Aces of Trades: Ben Shirley takes path from Skid Row to composing music in Newark

NEWARK – Some careers take a different path.

“All I wanted to do was play music,” began Ben Shirley, “so I wasn’t exactly an overachiever in high school. Decades later, after having destroyed my life due to alcohol and drug addiction, I returned to school. Supported by the incredible people at the Midnight Mission, a homeless shelter in Los Angeles’ notorious Skid Row where I wound up broke, dope-sick, and homeless in 2011, I enrolled at Los Angeles City College. I became a straight A student and earned a certificate in music technology.”

“Several years later,” he continued, “I applied to the prestigious San Francisco Conservatory of Music and was accepted, with a partial scholarship. I was in the inaugural class of the Technology & Applied Composition Program.”

“Incidentally,” he added, “my whole journey from Midnight Mission to SFCM is all documented in the film, Skid Row Marathon. I was one of five homeless individuals filmed for four years, and ultimately featured in the film that tells the story of the running club that Los Angeles Superior Court Judge Craig Mitchell started. I was one of the original members of the club. Skid Row Marathon won dozens of awards at film festivals in 2018, including Best Documentary at the Los Angeles Film Festival.”

Today, Shirley is a composer and orchestrator for films and television programs, in addition to classical music. Plus, he was just named a board member of the Newark-Granville Symphony Orchestra.

“No matter if I’m composing for a chamber ensemble,” he said, “or for the Newark Granville Symphony Orchestra, or for a film, I try to compose from a place of honesty.”

Shirley grew up a self-described “Army brat.” He was born in Berlin, then moved to California, then Texas. He went to high school in El Paso and graduated early because he’d been a touring musician since he was 15.

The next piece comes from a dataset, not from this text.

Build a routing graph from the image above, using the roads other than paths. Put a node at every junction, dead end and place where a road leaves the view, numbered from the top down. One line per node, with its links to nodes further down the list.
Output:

“My earliest memory of music was hearing Whole Lotta Love by Led Zeppelin,” he recalled. “The middle section scared the bejesus out of me, and I loved it. From that point on, I craved that danger and scariness in life and most of all, in music. I was a touring musician (bass player) for 25 years. I moved to Los Angeles in 1990. I was signed to Epic Records as the bassist for the band U.P.O. and later for Chingalera. We had rock hits that charted, and we toured with most of the alt rock bands that hit big in the 1990s.”

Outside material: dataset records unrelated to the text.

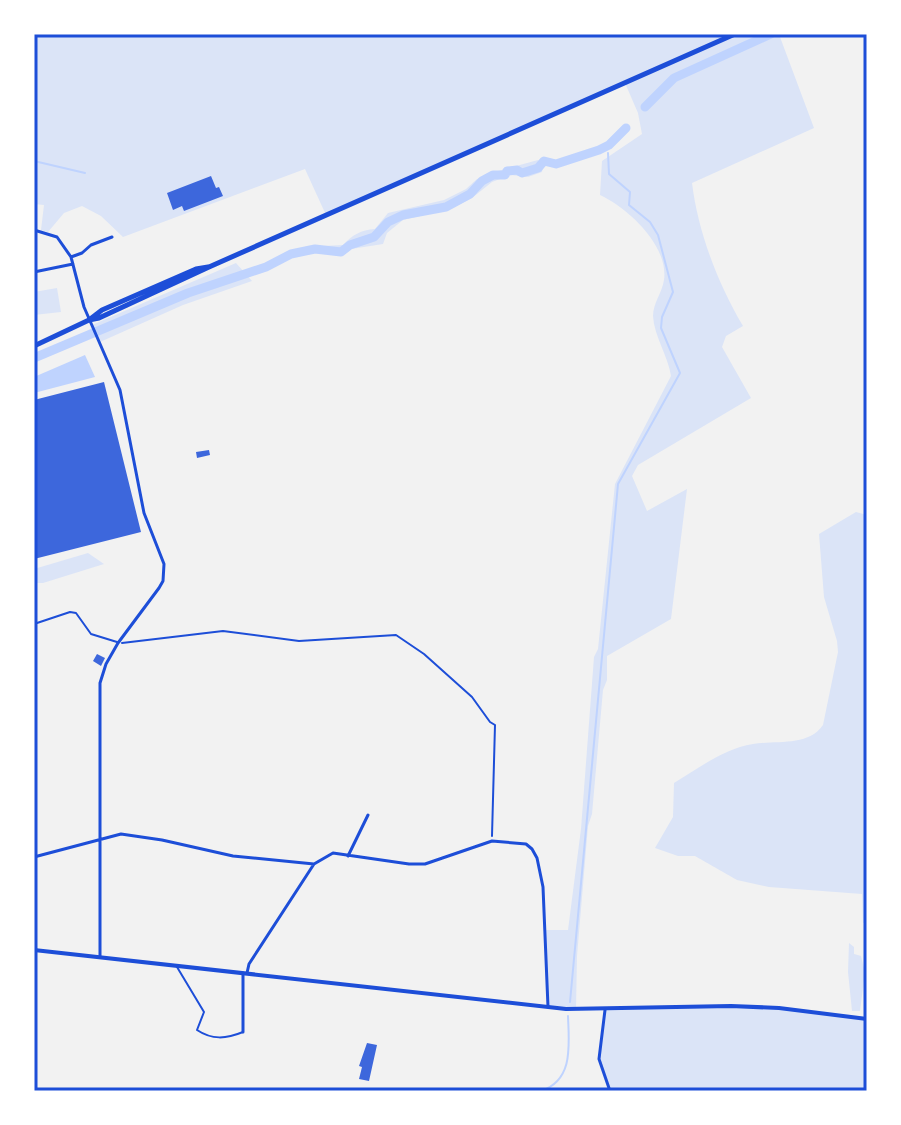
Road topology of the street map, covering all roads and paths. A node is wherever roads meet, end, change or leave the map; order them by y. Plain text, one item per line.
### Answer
1 (735, 34) edge
2 (34, 230) edge
3 (112, 237) dead end
4 (71, 257) junction
5 (73, 264) junction
6 (34, 272) edge
7 (89, 320) junction
8 (34, 346) edge
9 (34, 624) edge
10 (118, 643) junction
11 (368, 815) dead end
12 (100, 841) junction
13 (492, 841) junction
14 (348, 856) junction
15 (34, 857) edge
16 (314, 864) junction
17 (34, 950) edge
18 (100, 957) junction
19 (177, 966) junction
20 (245, 973) junction
21 (548, 1007) junction
22 (605, 1009) junction
23 (867, 1019) edge
24 (243, 1032) joint
25 (610, 1091) edge

1 - 7 main road
2 - 4 street
3 - 4 street
4 - 5 street
5 - 6 street
5 - 7 street
7 - 8 main road
7 - 10 street
9 - 10 lane
10 - 12 street
10 - 13 path
11 - 14 street
12 - 15 street
12 - 16 street
12 - 18 street
13 - 14 street
13 - 21 street
14 - 16 street
16 - 20 street
17 - 18 street
18 - 19 street
19 - 20 street
19 - 24 lane
20 - 21 street
20 - 24 street
21 - 22 street
22 - 23 street
22 - 25 street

“I didn’t start composing,” he continued, “until I returned to school, while living in the homeless shelter. I was in my 40s. Although I’d heard music in my head since I was a child, I never had any idea how to get what was in my head onto paper.”

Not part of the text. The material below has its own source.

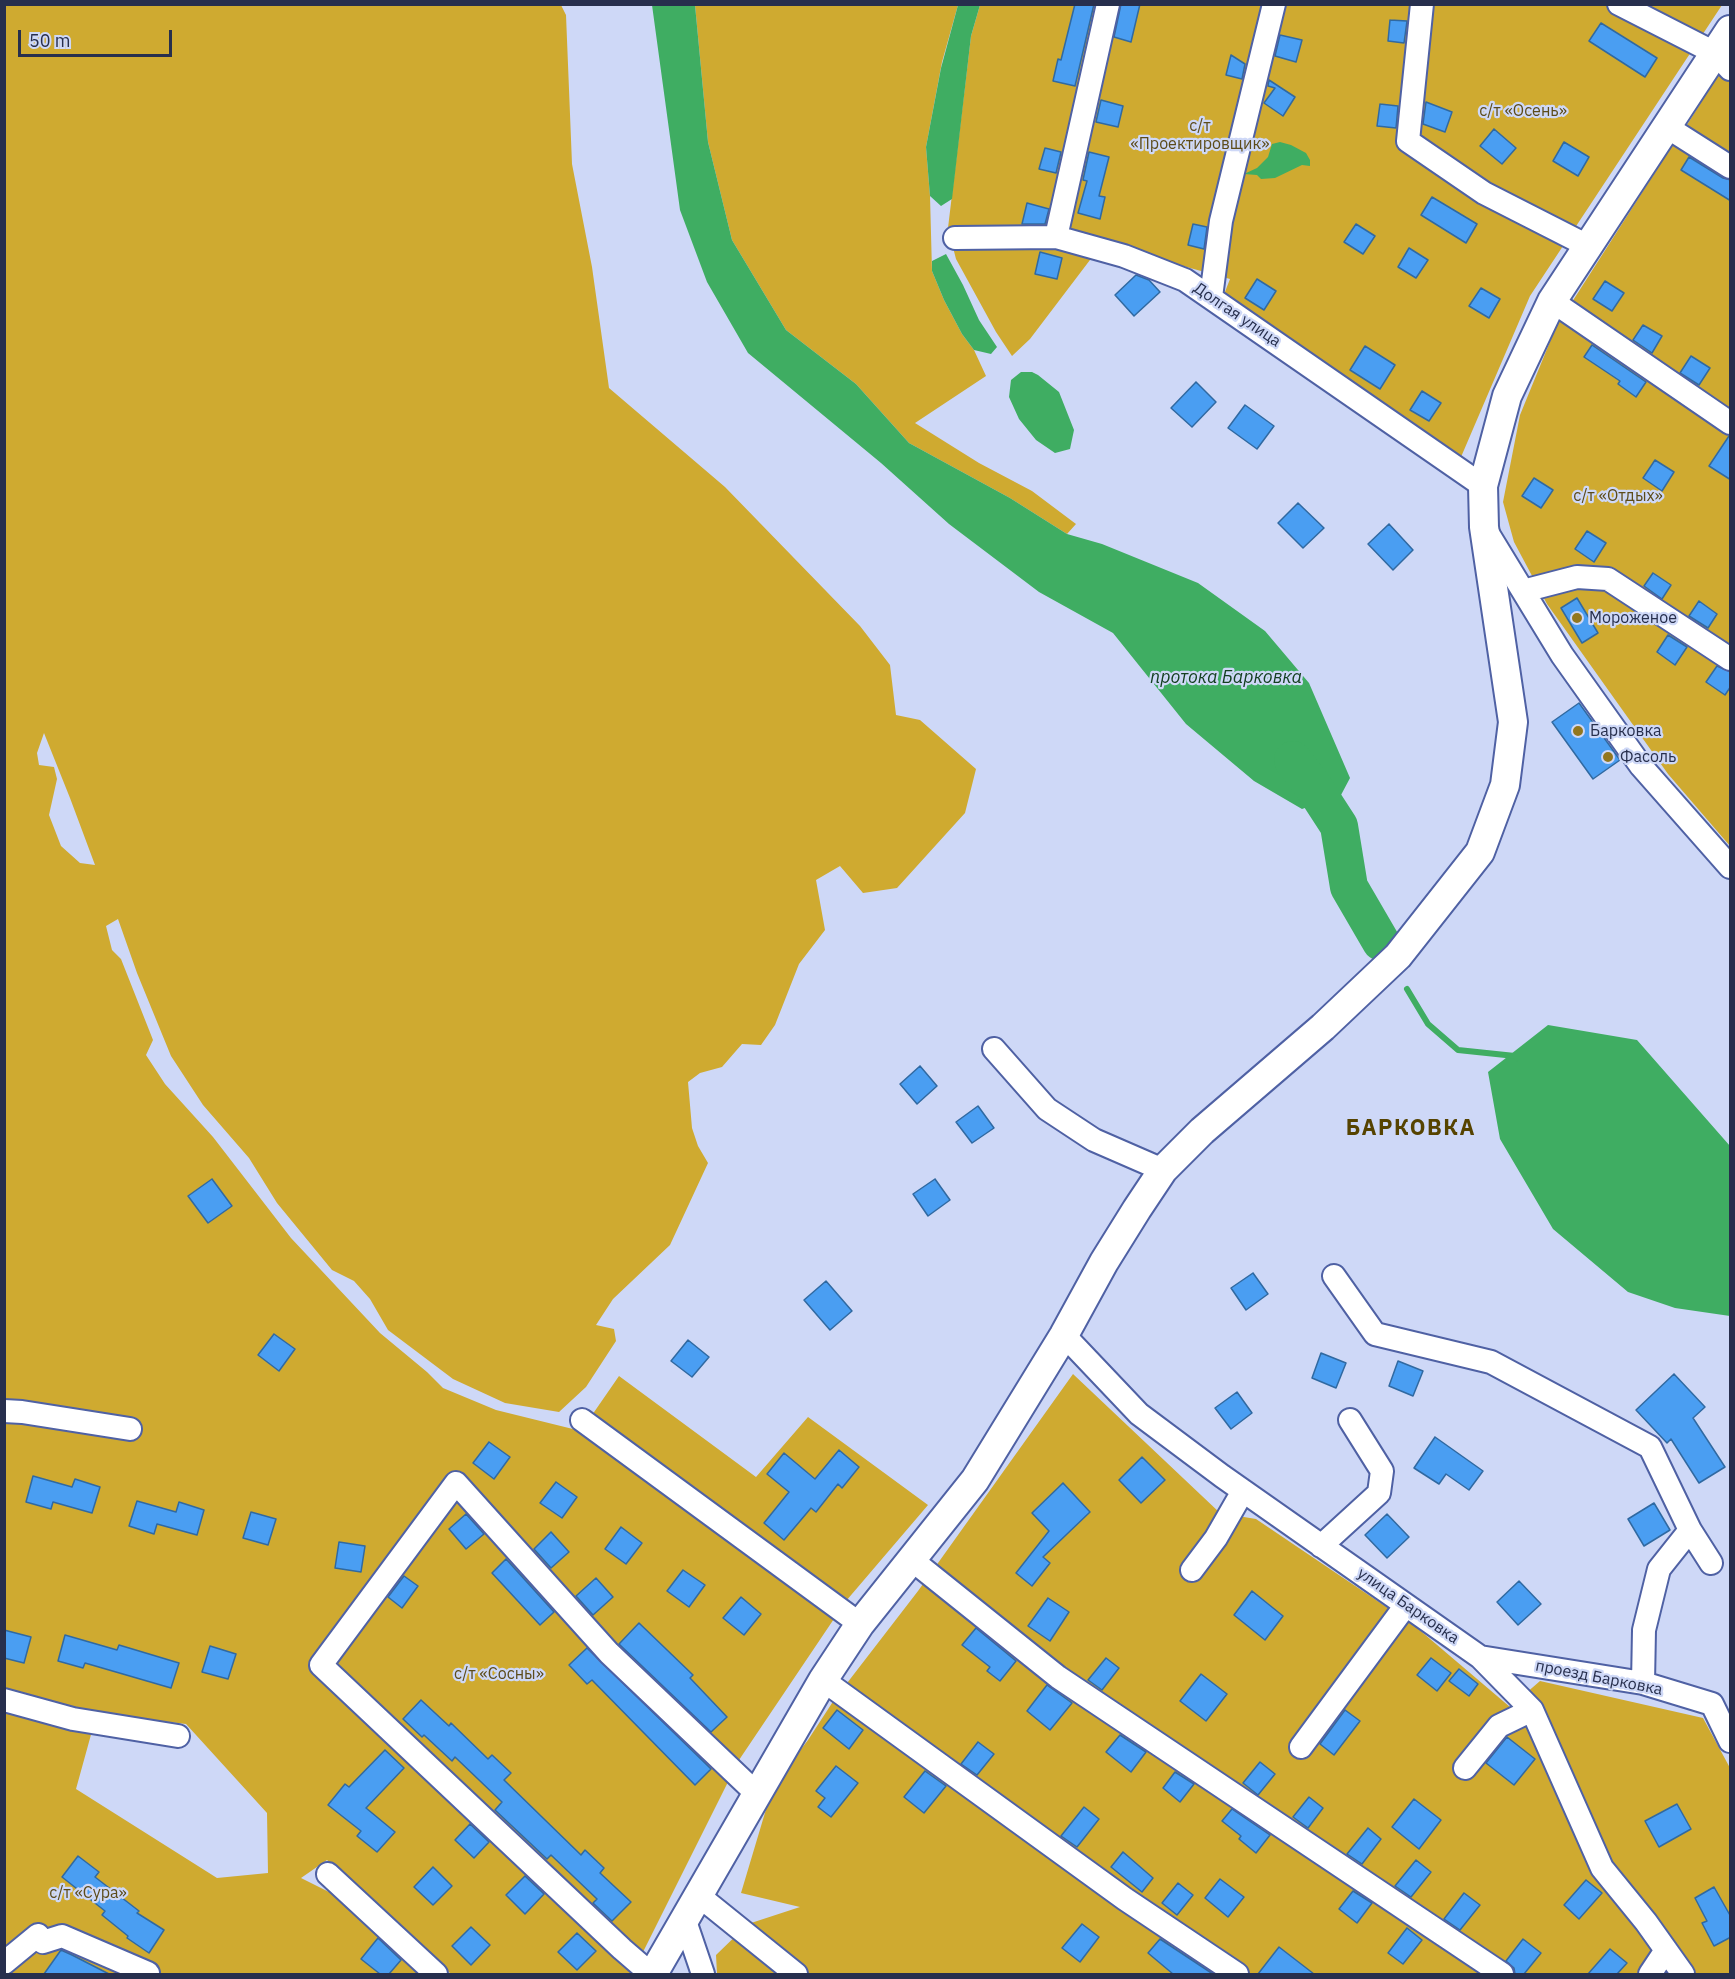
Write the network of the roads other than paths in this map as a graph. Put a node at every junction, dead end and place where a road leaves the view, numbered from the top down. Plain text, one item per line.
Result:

“I’m so grateful to LACC for opening this door,” he noted. “I wound up writing a piece of music while in school that was dedicated to the Midnight Mission. I needed the piece to apply to the San Francisco Conservatory of Music. I chose to honor The Midnight Mission because the amazing people there set me on the path of recovery from alcoholism and drug addiction. The piece was called Midnight to 12:01.”

“Ben is the real deal – a musician’s musician, a composer’s composer,” assessed California-based composer Gabriela Lena Frank. “Artists are constantly questing beings, asking if their motives are pure and if their work is any good. I have the sense that Ben is perennially engaged in these questions and consequently, his music is unafraid to be whatever it needs to be – lyrical, rhythmic, raw, ugly, beautiful. I love this about him."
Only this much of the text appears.